Most of Kahlo's works depict her personal saga: the disabilities she suffered as a result of the accident; her turbulent marriage to Mexican muralist Diego Rivera; her involvement with Communism and the Mexican Revolution; and, ultimately, her indomitable will to create. Like many artists in the decade after the Mexican Revolution of 1917, Frida Kahlo's art was influenced by the surge of nationalism known as Mexicanidad. Eschewing European models, the simple, naive character of Kahlo's imagery, the sometimes fantastic subject matter and the vividness of her colors were influenced by Mexican folk art.(2) She, herself, often wore traditional costumes and elaborately braided her hair with ribbons, bows, combs, and fresh flowers to express her identification with Mexico's indigenous culture.

This is vividly illustrated in The National Museum of Women in the Art's Self-Portrait Dedicated to Leon Trotsky: Between the Curtains, painted to commemorate a brief romance with the Russian revolutionary, Leon Trotsky. In 1937, Trotsky was granted political asylum in Mexico, largely due to the efforts of Diego Rivera, and lived for the following two years in Frida's house in Coyoacan. She presented the portrait to Trotsky on November 7, 1937, the anniversary of the Russian Revolution which was also Trotsky's birthday.

In this portrait, Kahlo faces her audience in a stage-like space between two curtains, a device often used in Mexican retablo, a traditional art form that depicted saints or miracles. In her version of a retablo, Kahlo transforms the usual religious theme into a depiction of exotic beauty, feminine strength and Mexican cultural identity. Curiously, as Herrera points out, the artist presents herself to the revolutionary leader in the form of a "colonial-style bourgeois or an aristocratic woman rather than as a Tehuana or a political activist."(3) Clearly meant as an offering to her former lover, she holds a small bouquet of flowers in one hand, and in the other a letter inscribed: "For Leon Trotsky with all my love I dedicate this painting on the 7th November, 1937."

1. Hayden Herrera, Frida Kahlo (New York: Rizzoli Art Series, 1992), 1.

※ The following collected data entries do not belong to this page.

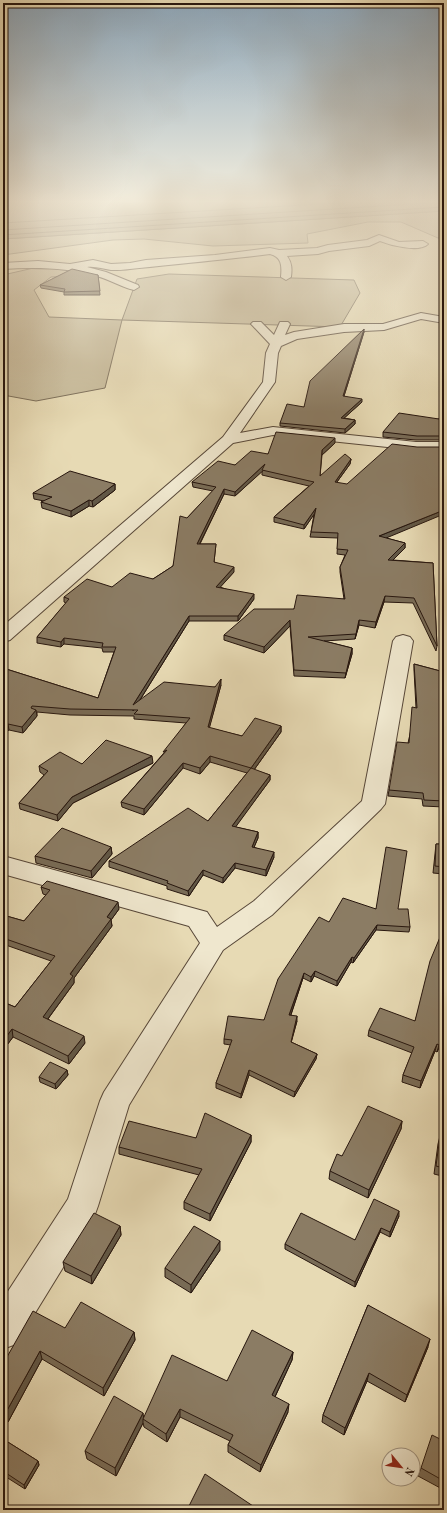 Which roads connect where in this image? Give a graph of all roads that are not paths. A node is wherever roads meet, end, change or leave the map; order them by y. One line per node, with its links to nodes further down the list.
1 (91, 271): 4 (street)
2 (286, 271): 3 (street)
3 (286, 277)
4 (134, 287)
5 (444, 320): 8 (street)
6 (257, 324): 8 (street)
7 (284, 324): 8 (street)
8 (276, 344): 9 (street)
9 (228, 440): 10 (street); 11 (street)
10 (444, 446)
11 (3, 636)
12 (403, 641): 14 (street)
13 (3, 866): 14 (street)
14 (214, 943): 15 (street)
15 (3, 1331)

2. Frida Kahlo's psychological probings and fantastic imagery have often been linked to the Surrealist movement. However, as Hayden Herrera first noted, she was more a Surrealist discovery than an actual Surrealist. Her work, like Rivera's, was part of Mexico's new, socially progressive avant-garde rather than the result of European models.

3. Hayden Herrera, Frida: A Bibliography of Frida Kahlo, (New York: Harper and Row Publishers, 1983), 213. [Adapted from National Museum of Women in the Arts]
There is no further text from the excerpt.